YOUR ASSIGNMENT - Would you reproduce the data below exactly, please, leaving out its images?

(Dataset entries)
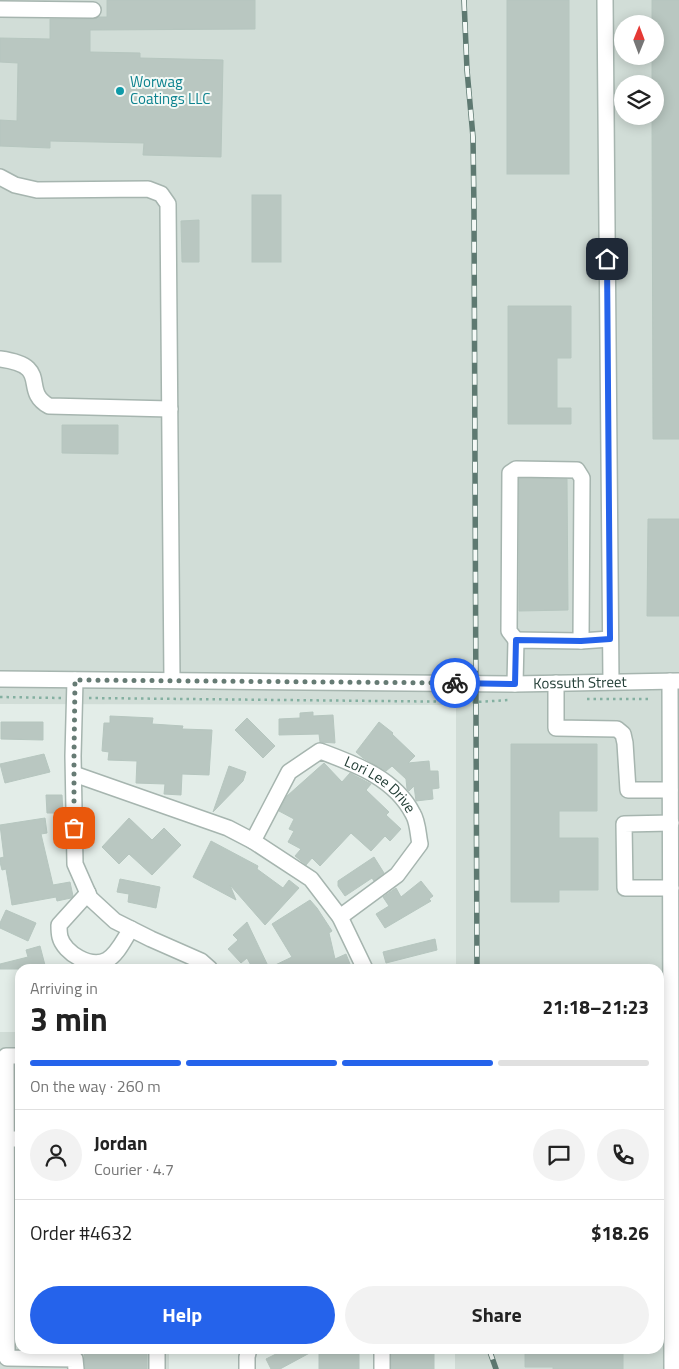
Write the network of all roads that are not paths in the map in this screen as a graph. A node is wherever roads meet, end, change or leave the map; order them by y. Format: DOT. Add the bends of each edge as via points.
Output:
graph roads {
  1 [pos="605,0"];
  2 [pos="0,9"];
  3 [pos="93,10"];
  4 [pos="0,177"];
  5 [pos="0,359"];
  6 [pos="170,409"];
  7 [pos="582,478"];
  8 [pos="609,478"];
  9 [pos="610,639"];
  10 [pos="516,640"];
  11 [pos="581,641"];
  12 [pos="0,679"];
  13 [pos="75,680"];
  14 [pos="172,680"];
  15 [pos="675,681"];
  16 [pos="611,682"];
  17 [pos="556,683"];
  18 [pos="515,684"];
  19 [pos="675,759"];
  20 [pos="74,774"];
  21 [pos="670,790"];
  22 [pos="670,824"];
  23 [pos="254,841"];
  24 [pos="671,888"];
  25 [pos="88,893"];
  26 [pos="340,917"];
  27 [pos="131,929"];
  28 [pos="675,957"];
  29 [pos="204,964"];
  30 [pos="363,964"];
  31 [pos="15,1056"];
  32 [pos="9,1139"];
  33 [pos="3,1228"];
  34 [pos="157,1354"];
  35 [pos="248,1354"];
  36 [pos="382,1354"];
  37 [pos="4,1358"];
  38 [pos="76,1359"];
  39 [pos="42,1364"];
  40 [pos="157,1369"];
  41 [pos="247,1369"];
  42 [pos="382,1369"];
  43 [pos="672,1369"];
  1 -- 8 [label="street"];
  2 -- 3 [label="street"];
  4 -- 6 [label="street" via="15,185 37,190 148,189 161,194 168,204"];
  5 -- 6 [label="street" via="27,367 34,375 36,394 49,406"];
  6 -- 14 [label="street"];
  7 -- 8 [label="street"];
  7 -- 10 [label="street" via="577,470 516,469 510,473 509,631"];
  7 -- 11 [label="street"];
  8 -- 9 [label="street"];
  9 -- 11 [label="street"];
  9 -- 16 [label="street"];
  10 -- 11 [label="street"];
  10 -- 18 [label="street"];
  12 -- 13 [label="street, Kossuth Street"];
  13 -- 14 [label="street, Kossuth Street"];
  13 -- 20 [label="street"];
  14 -- 18 [label="street, Kossuth Street"];
  15 -- 16 [label="street, Kossuth Street"];
  15 -- 19 [label="street"];
  16 -- 17 [label="street, Kossuth Street"];
  17 -- 18 [label="street, Kossuth Street"];
  17 -- 21 [label="street" via="556,728 617,729 623,734 625,743 628,790"];
  19 -- 21 [label="street"];
  20 -- 23 [label="street" via="228,828"];
  20 -- 25 [label="street" via="75,864"];
  21 -- 22 [label="street"];
  22 -- 24 [label="street"];
  22 -- 24 [label="street" via="624,824 625,888"];
  23 -- 26 [label="street" via="311,879"];
  23 -- 26 [label="street, Lori Lee Drive" via="288,772 320,751 357,764 396,790 414,815 420,844 397,875"];
  24 -- 28 [label="street"];
  25 -- 27 [label="street" via="115,921"];
  25 -- 27 [label="street" via="59,925 60,938 66,949 97,963 107,960"];
  26 -- 30 [label="street"];
  27 -- 29 [label="street"];
  28 -- 43 [label="street"];
  31 -- 32 [label="street" via="6,1056"];
  32 -- 33 [label="street"];
  33 -- 37 [label="street"];
  34 -- 40 [label="street"];
  35 -- 41 [label="street"];
  36 -- 42 [label="street"];
  37 -- 39 [label="street"];
  38 -- 39 [label="street"];
}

RESULT OF THE EXERCISE -
Write the network of all roads that are not paths in the map in this screen as a graph. A node is wherever roads meet, end, change or leave the map; order them by y. Format: DOT. Add the bends of each edge as via points.
Output:
graph roads {
  1 [pos="605,0"];
  2 [pos="0,9"];
  3 [pos="93,10"];
  4 [pos="0,177"];
  5 [pos="0,359"];
  6 [pos="170,409"];
  7 [pos="582,478"];
  8 [pos="609,478"];
  9 [pos="610,639"];
  10 [pos="516,640"];
  11 [pos="581,641"];
  12 [pos="0,679"];
  13 [pos="75,680"];
  14 [pos="172,680"];
  15 [pos="675,681"];
  16 [pos="611,682"];
  17 [pos="556,683"];
  18 [pos="515,684"];
  19 [pos="675,759"];
  20 [pos="74,774"];
  21 [pos="670,790"];
  22 [pos="670,824"];
  23 [pos="254,841"];
  24 [pos="671,888"];
  25 [pos="88,893"];
  26 [pos="340,917"];
  27 [pos="131,929"];
  28 [pos="675,957"];
  29 [pos="204,964"];
  30 [pos="363,964"];
  31 [pos="15,1056"];
  32 [pos="9,1139"];
  33 [pos="3,1228"];
  34 [pos="157,1354"];
  35 [pos="248,1354"];
  36 [pos="382,1354"];
  37 [pos="4,1358"];
  38 [pos="76,1359"];
  39 [pos="42,1364"];
  40 [pos="157,1369"];
  41 [pos="247,1369"];
  42 [pos="382,1369"];
  43 [pos="672,1369"];
  1 -- 8 [label="street"];
  2 -- 3 [label="street"];
  4 -- 6 [label="street" via="15,185 37,190 148,189 161,194 168,204"];
  5 -- 6 [label="street" via="27,367 34,375 36,394 49,406"];
  6 -- 14 [label="street"];
  7 -- 8 [label="street"];
  7 -- 10 [label="street" via="577,470 516,469 510,473 509,631"];
  7 -- 11 [label="street"];
  8 -- 9 [label="street"];
  9 -- 11 [label="street"];
  9 -- 16 [label="street"];
  10 -- 11 [label="street"];
  10 -- 18 [label="street"];
  12 -- 13 [label="street, Kossuth Street"];
  13 -- 14 [label="street, Kossuth Street"];
  13 -- 20 [label="street"];
  14 -- 18 [label="street, Kossuth Street"];
  15 -- 16 [label="street, Kossuth Street"];
  15 -- 19 [label="street"];
  16 -- 17 [label="street, Kossuth Street"];
  17 -- 18 [label="street, Kossuth Street"];
  17 -- 21 [label="street" via="556,728 617,729 623,734 625,743 628,790"];
  19 -- 21 [label="street"];
  20 -- 23 [label="street" via="228,828"];
  20 -- 25 [label="street" via="75,864"];
  21 -- 22 [label="street"];
  22 -- 24 [label="street"];
  22 -- 24 [label="street" via="624,824 625,888"];
  23 -- 26 [label="street" via="311,879"];
  23 -- 26 [label="street, Lori Lee Drive" via="288,772 320,751 357,764 396,790 414,815 420,844 397,875"];
  24 -- 28 [label="street"];
  25 -- 27 [label="street" via="115,921"];
  25 -- 27 [label="street" via="59,925 60,938 66,949 97,963 107,960"];
  26 -- 30 [label="street"];
  27 -- 29 [label="street"];
  28 -- 43 [label="street"];
  31 -- 32 [label="street" via="6,1056"];
  32 -- 33 [label="street"];
  33 -- 37 [label="street"];
  34 -- 40 [label="street"];
  35 -- 41 [label="street"];
  36 -- 42 [label="street"];
  37 -- 39 [label="street"];
  38 -- 39 [label="street"];
}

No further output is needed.